The Lighthouse Supported Living Inc. is pleased to announce it has secured funding to begin offering mobile outreach services. Using a retrofitted ambulance through the support of the Saskatoon Community Foundation’s 2013 Signature Grant, teams of two will provide transportation to homeless and/or intoxicated individuals to the Lighthouse or other support services between the hours of 5:00 pm and 9:00 pm.
“The goal of the program is to engage homeless, street-entrenched individuals and develop relationships with the purpose of assisting them in accessing housing and other services including healthcare, mental health and addictions resources,” says Dennis Bueckert, Director of Client Services at the Lighthouse. “The focus will be on going to where these individuals are in our community and helping them with what they need.”
Don Ewles, Grants and Communications Manager of the Saskatoon Community Foundation says, “The Saskatoon Community Foundation is proud to support the Lighthouse in offering assistance to some of the most vulnerable people in our community.”
Funding for staffing has been generously provided by the Royal University Hospital Foundation Community Mental Health Endowment (CMHE) and the Community Initiatives Fund. Special thanks to Abacus Signs for their help to customized the vehicle.
Arla Gustafson, CEO, RUH Foundation says, “RUH Foundation’s CMHE focus is to provide supports that bridge hospitalization of patients with mental health and addictions and their life in the community. The Lighthouse Mobile Outreach will provide an important service and support for people who are in crisis and safely transport them to the appropriate place where they can get the help they need.”
“Supporting nonprofit efforts to improve the lives of those most in need aligns well with the work of the Community Initiatives Fund,” says Tracey Mann, executive director of the Community Initiatives Fund. “Offering access for all those with very limited means or resources, or those unaware or physically unable to access these crucial services, is an exemplary community service and worthy of support.”
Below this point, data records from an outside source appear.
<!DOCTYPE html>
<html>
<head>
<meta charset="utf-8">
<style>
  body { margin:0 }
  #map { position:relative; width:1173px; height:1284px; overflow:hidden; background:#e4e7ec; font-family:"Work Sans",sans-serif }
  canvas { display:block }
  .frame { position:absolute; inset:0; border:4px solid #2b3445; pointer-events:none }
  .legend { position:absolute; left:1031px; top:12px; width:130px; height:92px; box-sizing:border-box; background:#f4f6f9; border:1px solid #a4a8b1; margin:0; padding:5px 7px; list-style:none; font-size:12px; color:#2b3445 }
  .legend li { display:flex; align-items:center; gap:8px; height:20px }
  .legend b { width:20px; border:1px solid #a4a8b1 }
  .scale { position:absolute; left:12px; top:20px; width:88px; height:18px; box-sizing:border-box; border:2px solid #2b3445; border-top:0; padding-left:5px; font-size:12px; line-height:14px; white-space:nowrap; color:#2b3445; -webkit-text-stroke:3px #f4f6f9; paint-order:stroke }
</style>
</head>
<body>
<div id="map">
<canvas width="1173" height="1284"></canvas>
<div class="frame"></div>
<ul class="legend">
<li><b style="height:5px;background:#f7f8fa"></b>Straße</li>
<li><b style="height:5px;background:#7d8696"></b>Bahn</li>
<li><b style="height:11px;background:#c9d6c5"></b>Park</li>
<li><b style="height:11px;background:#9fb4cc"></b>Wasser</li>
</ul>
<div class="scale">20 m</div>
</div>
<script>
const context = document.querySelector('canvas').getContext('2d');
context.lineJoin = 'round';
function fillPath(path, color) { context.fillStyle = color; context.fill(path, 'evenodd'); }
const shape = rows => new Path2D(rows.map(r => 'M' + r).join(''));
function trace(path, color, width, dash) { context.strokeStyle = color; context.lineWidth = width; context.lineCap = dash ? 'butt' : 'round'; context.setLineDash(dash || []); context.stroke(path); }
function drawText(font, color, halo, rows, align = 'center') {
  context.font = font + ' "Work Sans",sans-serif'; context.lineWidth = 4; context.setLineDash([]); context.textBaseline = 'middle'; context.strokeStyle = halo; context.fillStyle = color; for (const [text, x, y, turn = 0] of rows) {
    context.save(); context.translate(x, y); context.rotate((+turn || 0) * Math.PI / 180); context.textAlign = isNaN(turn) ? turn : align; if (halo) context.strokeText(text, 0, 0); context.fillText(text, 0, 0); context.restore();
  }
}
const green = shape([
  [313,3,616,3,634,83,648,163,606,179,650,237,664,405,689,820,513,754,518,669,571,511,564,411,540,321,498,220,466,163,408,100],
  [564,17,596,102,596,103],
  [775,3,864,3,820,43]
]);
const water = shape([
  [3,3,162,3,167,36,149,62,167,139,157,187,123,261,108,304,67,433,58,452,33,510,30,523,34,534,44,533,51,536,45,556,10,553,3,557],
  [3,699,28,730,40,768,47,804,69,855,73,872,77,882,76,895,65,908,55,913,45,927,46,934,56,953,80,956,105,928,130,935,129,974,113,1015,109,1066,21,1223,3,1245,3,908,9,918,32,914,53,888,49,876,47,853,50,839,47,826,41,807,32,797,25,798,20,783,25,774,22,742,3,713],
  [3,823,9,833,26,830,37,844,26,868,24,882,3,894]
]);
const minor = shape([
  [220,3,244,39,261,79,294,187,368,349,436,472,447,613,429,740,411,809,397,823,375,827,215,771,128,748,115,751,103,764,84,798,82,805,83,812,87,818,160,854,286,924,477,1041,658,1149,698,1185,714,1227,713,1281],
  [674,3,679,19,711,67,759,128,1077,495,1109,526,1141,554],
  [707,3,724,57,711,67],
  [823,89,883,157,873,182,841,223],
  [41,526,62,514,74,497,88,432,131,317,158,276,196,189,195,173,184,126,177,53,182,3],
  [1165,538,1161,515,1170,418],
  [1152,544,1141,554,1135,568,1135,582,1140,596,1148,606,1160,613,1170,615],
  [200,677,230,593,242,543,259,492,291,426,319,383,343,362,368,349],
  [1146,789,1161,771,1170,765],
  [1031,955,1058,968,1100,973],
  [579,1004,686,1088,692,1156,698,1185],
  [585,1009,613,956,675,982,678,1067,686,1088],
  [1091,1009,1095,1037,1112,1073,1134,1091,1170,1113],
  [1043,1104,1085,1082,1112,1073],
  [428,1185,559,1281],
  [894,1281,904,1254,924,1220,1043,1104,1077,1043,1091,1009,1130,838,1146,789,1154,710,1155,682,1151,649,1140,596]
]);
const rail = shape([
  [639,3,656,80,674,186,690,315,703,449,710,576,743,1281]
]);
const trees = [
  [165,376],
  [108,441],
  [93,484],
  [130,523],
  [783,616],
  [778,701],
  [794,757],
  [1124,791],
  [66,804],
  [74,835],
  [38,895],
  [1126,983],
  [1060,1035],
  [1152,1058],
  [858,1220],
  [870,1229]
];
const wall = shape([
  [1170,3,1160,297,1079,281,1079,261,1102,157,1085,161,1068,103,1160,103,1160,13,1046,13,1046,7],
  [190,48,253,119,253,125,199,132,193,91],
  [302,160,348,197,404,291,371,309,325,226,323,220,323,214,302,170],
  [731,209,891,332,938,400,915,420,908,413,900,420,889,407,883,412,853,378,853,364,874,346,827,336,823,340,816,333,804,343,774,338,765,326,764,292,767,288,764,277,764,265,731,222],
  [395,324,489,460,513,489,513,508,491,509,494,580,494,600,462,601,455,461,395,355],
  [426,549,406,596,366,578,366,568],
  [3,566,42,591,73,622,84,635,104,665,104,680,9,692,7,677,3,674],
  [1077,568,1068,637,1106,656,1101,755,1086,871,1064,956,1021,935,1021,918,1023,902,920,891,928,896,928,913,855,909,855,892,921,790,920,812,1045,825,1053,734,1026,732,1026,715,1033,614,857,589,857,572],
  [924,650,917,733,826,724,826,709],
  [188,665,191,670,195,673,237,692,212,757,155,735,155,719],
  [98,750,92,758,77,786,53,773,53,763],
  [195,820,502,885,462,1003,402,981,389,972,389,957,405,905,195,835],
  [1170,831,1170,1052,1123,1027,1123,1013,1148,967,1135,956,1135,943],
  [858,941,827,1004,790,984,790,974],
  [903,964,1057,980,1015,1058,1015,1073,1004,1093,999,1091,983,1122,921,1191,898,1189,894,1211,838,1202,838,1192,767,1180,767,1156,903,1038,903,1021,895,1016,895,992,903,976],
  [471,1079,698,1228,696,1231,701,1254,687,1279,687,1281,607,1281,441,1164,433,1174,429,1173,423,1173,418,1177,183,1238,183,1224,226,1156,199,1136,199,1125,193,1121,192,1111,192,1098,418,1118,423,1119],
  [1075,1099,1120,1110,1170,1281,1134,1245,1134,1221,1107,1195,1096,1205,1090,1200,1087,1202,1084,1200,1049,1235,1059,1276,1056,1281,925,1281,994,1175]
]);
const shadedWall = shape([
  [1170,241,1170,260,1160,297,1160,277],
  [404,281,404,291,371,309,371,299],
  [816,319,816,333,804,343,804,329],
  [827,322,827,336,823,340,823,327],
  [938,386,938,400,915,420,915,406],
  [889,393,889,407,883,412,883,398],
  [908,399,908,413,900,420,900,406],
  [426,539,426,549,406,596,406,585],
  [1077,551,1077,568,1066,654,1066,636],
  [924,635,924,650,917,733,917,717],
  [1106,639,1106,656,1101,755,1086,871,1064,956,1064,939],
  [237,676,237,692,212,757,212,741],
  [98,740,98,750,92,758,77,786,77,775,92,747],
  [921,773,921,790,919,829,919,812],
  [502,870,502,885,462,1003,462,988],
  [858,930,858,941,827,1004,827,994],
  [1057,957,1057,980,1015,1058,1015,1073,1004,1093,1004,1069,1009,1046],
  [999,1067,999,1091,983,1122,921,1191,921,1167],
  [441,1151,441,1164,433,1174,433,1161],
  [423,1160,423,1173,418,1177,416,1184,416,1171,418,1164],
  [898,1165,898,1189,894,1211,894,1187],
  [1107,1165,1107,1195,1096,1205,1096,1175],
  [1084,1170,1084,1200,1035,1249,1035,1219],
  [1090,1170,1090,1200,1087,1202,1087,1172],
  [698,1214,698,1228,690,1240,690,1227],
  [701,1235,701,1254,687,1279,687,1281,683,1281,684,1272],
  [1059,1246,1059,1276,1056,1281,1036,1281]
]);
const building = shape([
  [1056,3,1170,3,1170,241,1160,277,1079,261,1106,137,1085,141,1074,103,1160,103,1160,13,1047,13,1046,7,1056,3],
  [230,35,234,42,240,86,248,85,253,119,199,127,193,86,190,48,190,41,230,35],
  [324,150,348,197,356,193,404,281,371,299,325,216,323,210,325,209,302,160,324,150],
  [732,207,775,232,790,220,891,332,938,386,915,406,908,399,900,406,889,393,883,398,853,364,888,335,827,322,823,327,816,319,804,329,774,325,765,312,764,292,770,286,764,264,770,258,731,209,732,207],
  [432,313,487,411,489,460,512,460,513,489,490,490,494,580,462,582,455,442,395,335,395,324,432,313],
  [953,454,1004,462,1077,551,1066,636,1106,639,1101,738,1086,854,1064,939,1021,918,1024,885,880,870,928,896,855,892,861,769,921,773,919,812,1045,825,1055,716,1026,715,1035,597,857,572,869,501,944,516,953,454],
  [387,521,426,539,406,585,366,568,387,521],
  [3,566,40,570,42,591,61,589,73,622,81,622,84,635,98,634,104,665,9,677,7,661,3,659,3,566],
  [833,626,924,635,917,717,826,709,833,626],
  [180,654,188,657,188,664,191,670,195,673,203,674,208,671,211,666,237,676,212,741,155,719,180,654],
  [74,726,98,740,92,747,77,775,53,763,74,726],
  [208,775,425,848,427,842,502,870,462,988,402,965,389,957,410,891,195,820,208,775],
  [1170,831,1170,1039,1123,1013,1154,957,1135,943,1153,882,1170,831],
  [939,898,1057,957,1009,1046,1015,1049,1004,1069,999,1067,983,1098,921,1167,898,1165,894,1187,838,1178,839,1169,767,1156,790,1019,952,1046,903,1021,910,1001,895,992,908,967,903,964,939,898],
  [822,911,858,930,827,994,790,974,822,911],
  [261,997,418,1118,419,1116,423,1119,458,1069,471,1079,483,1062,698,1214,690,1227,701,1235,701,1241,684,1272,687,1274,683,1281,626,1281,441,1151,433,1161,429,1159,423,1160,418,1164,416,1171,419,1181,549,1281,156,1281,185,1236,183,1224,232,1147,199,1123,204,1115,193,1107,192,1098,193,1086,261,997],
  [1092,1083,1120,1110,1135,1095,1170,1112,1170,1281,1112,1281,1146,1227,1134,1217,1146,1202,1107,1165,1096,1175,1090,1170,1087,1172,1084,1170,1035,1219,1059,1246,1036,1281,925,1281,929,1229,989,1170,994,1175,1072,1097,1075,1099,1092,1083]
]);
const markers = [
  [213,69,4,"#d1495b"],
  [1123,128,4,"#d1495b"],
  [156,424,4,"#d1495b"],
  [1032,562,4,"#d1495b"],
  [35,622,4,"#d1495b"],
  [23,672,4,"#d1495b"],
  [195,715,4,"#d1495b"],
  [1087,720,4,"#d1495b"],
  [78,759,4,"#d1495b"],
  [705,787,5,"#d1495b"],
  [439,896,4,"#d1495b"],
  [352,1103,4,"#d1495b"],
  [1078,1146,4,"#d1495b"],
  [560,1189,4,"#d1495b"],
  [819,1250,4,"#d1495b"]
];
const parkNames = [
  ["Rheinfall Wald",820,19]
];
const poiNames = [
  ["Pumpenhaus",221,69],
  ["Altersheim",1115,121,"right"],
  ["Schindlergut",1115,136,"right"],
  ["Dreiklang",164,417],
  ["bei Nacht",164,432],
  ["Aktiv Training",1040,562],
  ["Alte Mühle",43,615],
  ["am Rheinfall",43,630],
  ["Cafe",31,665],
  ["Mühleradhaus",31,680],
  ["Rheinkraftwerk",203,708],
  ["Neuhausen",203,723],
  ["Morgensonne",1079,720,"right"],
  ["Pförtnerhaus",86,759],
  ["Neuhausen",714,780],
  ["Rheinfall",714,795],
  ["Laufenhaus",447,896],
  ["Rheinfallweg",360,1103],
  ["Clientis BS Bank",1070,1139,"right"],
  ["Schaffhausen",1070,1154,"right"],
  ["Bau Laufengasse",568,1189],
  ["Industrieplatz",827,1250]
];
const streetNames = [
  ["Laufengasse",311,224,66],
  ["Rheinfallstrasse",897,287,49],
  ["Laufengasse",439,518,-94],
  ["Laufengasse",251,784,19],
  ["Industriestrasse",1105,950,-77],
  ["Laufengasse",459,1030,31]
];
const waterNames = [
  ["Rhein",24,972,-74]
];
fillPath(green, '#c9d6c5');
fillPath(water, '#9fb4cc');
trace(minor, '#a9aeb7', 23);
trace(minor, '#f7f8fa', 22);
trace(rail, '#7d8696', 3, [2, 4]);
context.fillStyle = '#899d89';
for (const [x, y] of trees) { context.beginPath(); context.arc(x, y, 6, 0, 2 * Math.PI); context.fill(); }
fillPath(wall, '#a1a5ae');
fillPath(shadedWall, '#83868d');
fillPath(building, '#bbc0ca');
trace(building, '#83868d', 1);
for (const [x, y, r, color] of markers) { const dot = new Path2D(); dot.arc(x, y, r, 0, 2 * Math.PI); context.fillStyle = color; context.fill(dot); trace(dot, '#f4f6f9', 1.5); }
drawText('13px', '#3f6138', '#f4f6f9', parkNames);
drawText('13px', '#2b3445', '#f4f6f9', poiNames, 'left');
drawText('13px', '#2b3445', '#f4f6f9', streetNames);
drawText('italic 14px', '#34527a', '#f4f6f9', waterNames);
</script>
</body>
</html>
The Lighthouse has a nurse on site, as well as counselors on staff to help connect those who spend the night to resources in the morning. There has been an increase in the number of people staying in the Stabilization Unit month over month, which means that there are fewer people using other emergency services unnecessarily such as police, ambulance and emergency room visits due to intoxication. The Lighthouse is continuing to fundraise to expand the Stabilization Unit to a full 24-hour program with 37 beds as well as renovate the long-term supported living suites.
The Lighthouse is a non-profit housing provider offering emergency shelter, supported living and affordable housing for those in need in downtown Saskatoon.